Et puis sa dernière chronique remet les choses à leur place : la technologie n'est pas neutre. Elle n'est pas qu'une affaire d'usage. Elle bouleverse notre rapport au monde. « Rien ne nous oblige à devenir le Sapiens de la Silicon Valley, le plus souvent sans même le conscientiser, produit à partir de nos soifs mammifères de confort et de facilité ».
Et de proposer non pas de rejeter ces outils mais d'éduquer à leur bon usage, d'interroger notre relation à eux, d'oser le mantra FURTIF (Fuit Une Réseau Trop Intrusif, Fuir), d'apprendre à bidouiller son matériel, repenser notre relation à l'IA sans complexe d'infériorité….. de recréer du lien, de se réapproprier son corps.

Pour finir, un mot sur le « style Damasio ». L'écriture est pointue mais claire, inventive comme toujours « serf-made men, les valets de la vallée, ton petit toi(t)-tout-seul, les artivistes ou hacktivistes, la Digitalie, les paramaîtres, imachiner » pour n'en donner que quelques-uns. Et toujours ces glyphes qui ponctuent en quelque sorte le propos.

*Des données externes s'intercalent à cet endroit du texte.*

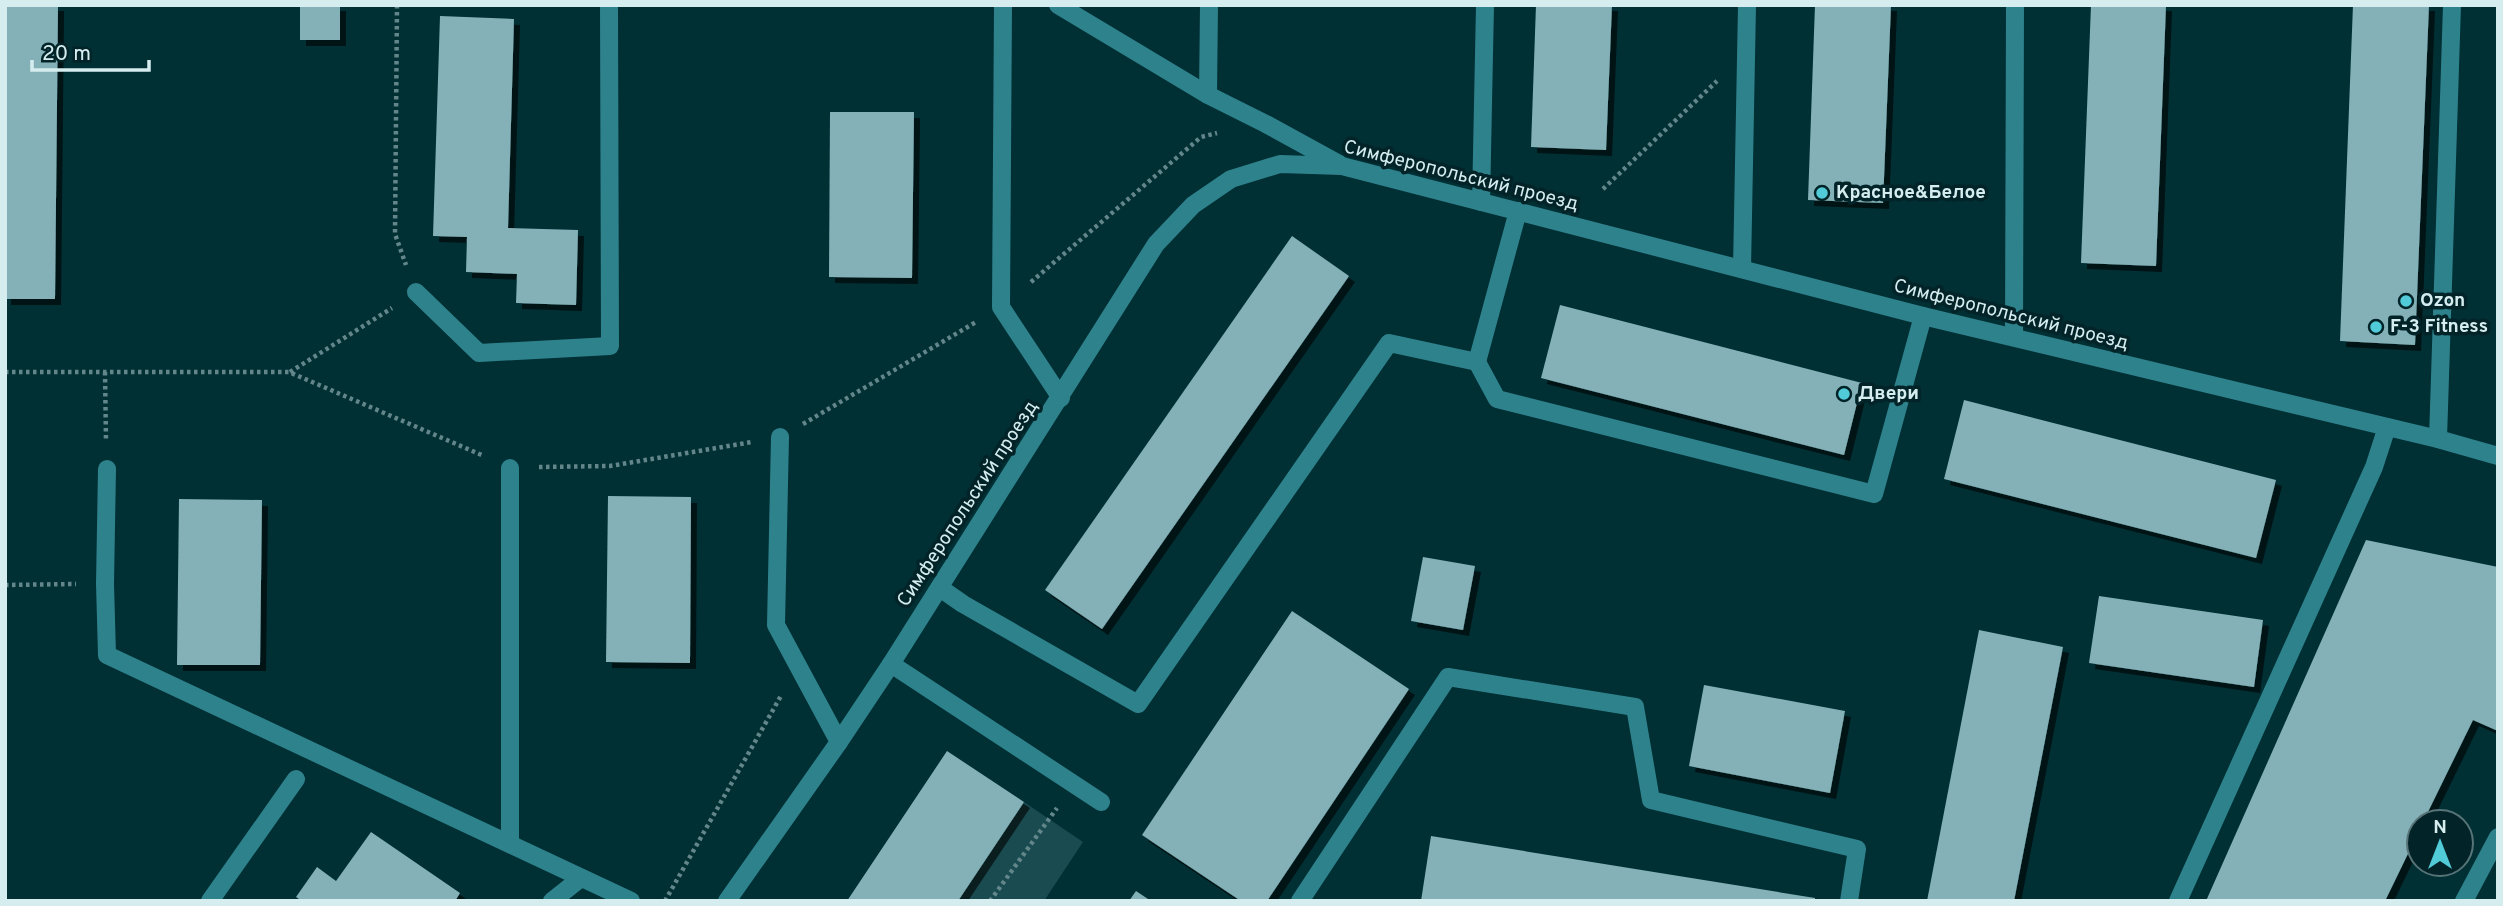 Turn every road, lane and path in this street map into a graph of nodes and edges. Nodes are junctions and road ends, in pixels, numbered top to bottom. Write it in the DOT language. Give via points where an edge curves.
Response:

Ah, j'allais oublier. le bouquin se termine sur une nouvelle inédite : un blackout se produit sur San Francisco. Une famille prisonnière dans son appartement est séparée par la fermeture de portes de sécurité par l'IA domotique de la maison qui se contente d'obéir aux consignes. Chouette nouvelle que je vais probablement proposée à mes élèves qui ont beaucoup aimé Scarlett et Novak.